Monday, August 3rd, 2020

Conflict Resolution Success in Business & Marriage

By Dr. Patty Ann Tublin on Aug 11 2011 • Filed under Balance,Business

Business, Marriage, and conflicts (Photo: Kamil Kantarcıoğlu)Conflict between people can be seen in very general terms as a fight or battle. The word conflict may lead you to think of a nasty fight with your spouse, or a mild argument between business partners. Regardless of how mild or severe, most conflicts in marriage and business are rooted in power struggles. In other words, who gets to make the decisions in the family and in the business?

Conflict arises from many sources but at its core conflict stems from differences – whether these differences reflect disagreement over values, motivations, perceptions, ideas, desires or goals. In marriage, and in business, these differences may appear trivial until they trigger a strong personal feeling or a deep personal need to feel respected, valued, secure, or a need for greater intimacy.

Conflict is an inevitable part of life; many people view conflict in negative terms.I find it helpful to think of conflict from a positive perspective since conflict provides your marriage and your business with the opportunity for growth.Conflict presents an opportunity to develop deeper, more meaningful relationships based on the ability to understand and respect differences – creating trust. When you can successfully resolve conflict in any relationship – either your marriage or your business– trust builds and it is trust which is the foundation for success in your business and your marriage.

Below are 5 Tools for Conflict Resolution that apply as equally to your business as it does to your marriage.

1. Acknowledge the conflict exists.

Sounds like common sense; however, I have seen marriages fall apart because either one, or both partner(s) refused to acknowledge the existence of a problem. Many businesses have declined for failure to recognize a conflict within the organization or a conflict between what the client wants and what the company thinks the client wants. Failure to acknowledge conflict puts your marriage and your business on the fast track for failure.

2. Communicate effectively.

Failure to communicate creates misunderstandings and misperceptions. Verbal and non-verbal communication and the ability to actively listen will allow for the appropriate sharing of information, minimizing the chances for these misunderstandings and the escalation of the conflict. Be cognizant of verbal and non-verbal cues and address any ambiguity between the two to insure people are saying what they mean and meaning what they say. Use your active listening skills: hearing what someone is saying to you is not the same as listening to what someone is saying.

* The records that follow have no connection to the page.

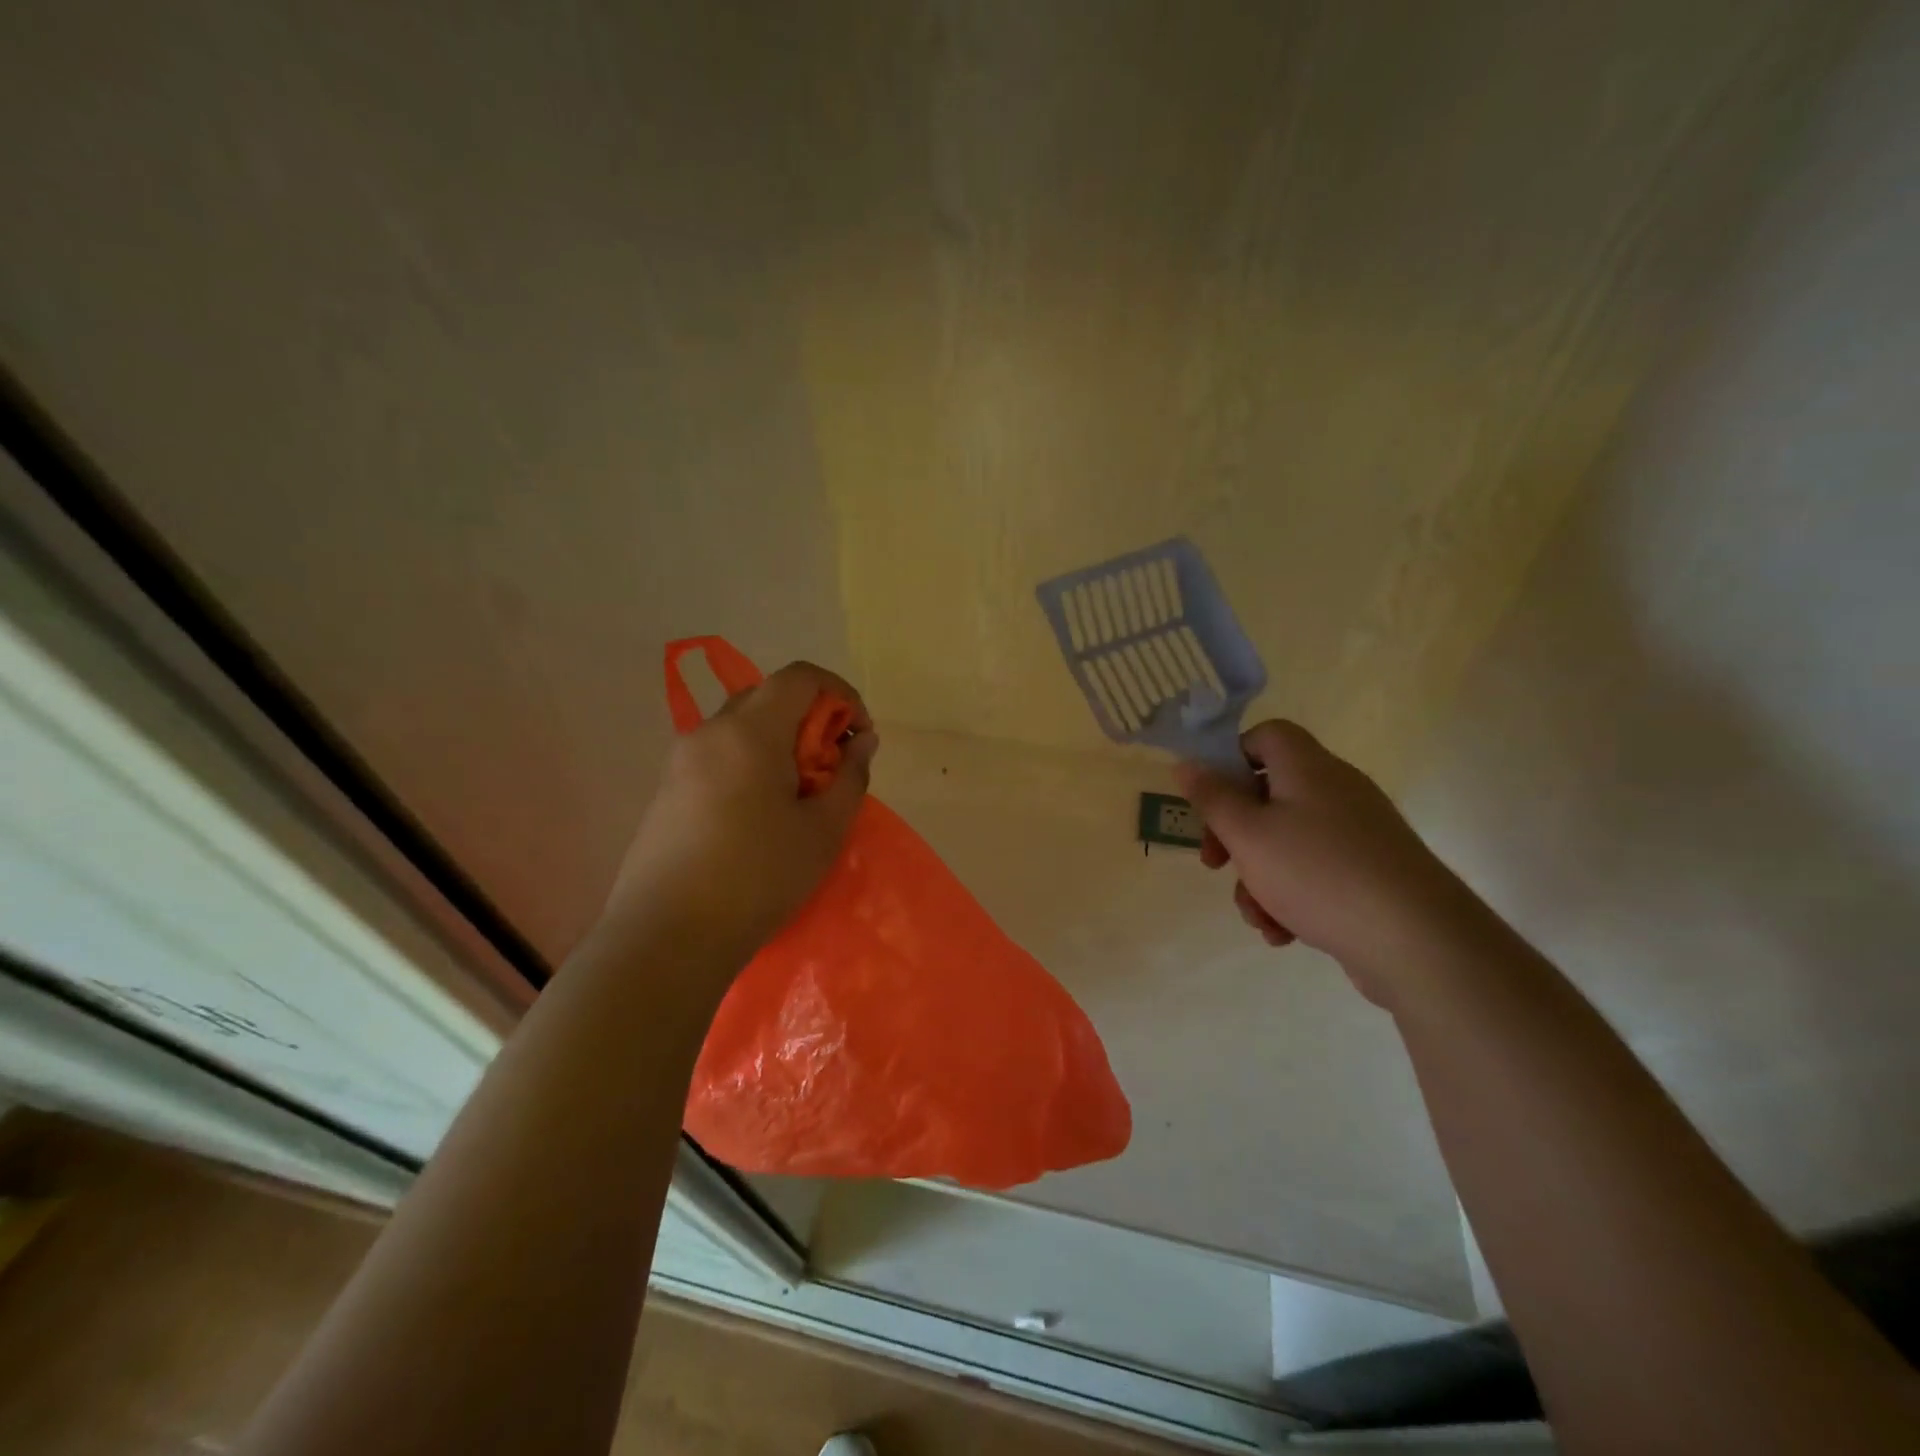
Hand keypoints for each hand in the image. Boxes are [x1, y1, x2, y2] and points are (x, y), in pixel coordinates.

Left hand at [607, 661, 877, 963]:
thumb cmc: (758, 877)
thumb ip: (850, 776)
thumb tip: (861, 741)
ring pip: (742, 725)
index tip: (858, 735)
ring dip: (780, 741)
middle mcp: (710, 732)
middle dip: (810, 718)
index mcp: (750, 731)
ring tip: (798, 793)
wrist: (666, 936)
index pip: (800, 676)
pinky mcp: (666, 788)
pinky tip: (760, 812)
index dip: (840, 693)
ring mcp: (681, 759)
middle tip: (831, 765)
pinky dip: (751, 760)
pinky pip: (719, 753)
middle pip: (768, 695)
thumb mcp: (823, 830)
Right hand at [1174, 720, 1470, 1002]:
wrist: (1416, 941)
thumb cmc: (1317, 873)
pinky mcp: (1371, 872)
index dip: (1231, 758)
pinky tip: (1284, 932)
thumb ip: (1211, 798)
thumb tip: (1186, 764)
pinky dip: (1292, 896)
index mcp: (1307, 768)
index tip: (1210, 798)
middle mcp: (1336, 791)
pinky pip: (1316, 872)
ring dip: (1259, 877)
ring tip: (1257, 916)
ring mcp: (1358, 833)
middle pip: (1269, 795)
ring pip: (1287, 842)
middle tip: (1215, 863)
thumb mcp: (1247, 834)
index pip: (1266, 735)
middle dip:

Note: more than 50% of all communication occurs non-verbally so it is imperative you actively listen for what is not being said.

3. Take responsibility.

Many times conflict can only be resolved with a change in our behavior and/or attitude. Yes, often we can be the only person that resolves conflict in some situations because we are either at the heart of the conflict or we are being totally unreasonable, rigid and unrelenting about our position within the conflict. Be realistic and remember there is no such thing as a one-handed clap.If there is conflict in your business or in your marriage, you are as much responsible for the conflict as anyone else.

4. Resolve to make conflict resolution a priority.

We all know people who thrive on conflict – sad but true. In your marriage and your business, be determined to resolve conflict from the perspective of what is good for the business and what is good for your relationship instead of being “right” at all costs. Do not make the mistake of winning the battle only to lose the war.

5. Compromise and Negotiate.

Compromise and negotiation is based on understanding the other person’s position. Understanding does not mean you are in agreement; rather itmeans you understand what their position is based on where they are coming from. Compromise and negotiation is the most effective response to conflict in your business and your relationship because all parties gain something – leaving all parties feeling heard and empowered. Compromise and negotiation can only reached if the above four conflict resolution skills are artfully employed.

Conflict can be seen from a positive perspective because once conflicts have been resolved, all parties feel secure with the knowledge that their relationships (in business and marriage) can survive challenges and disagreements. View conflict as an opportunity for growth through adversity.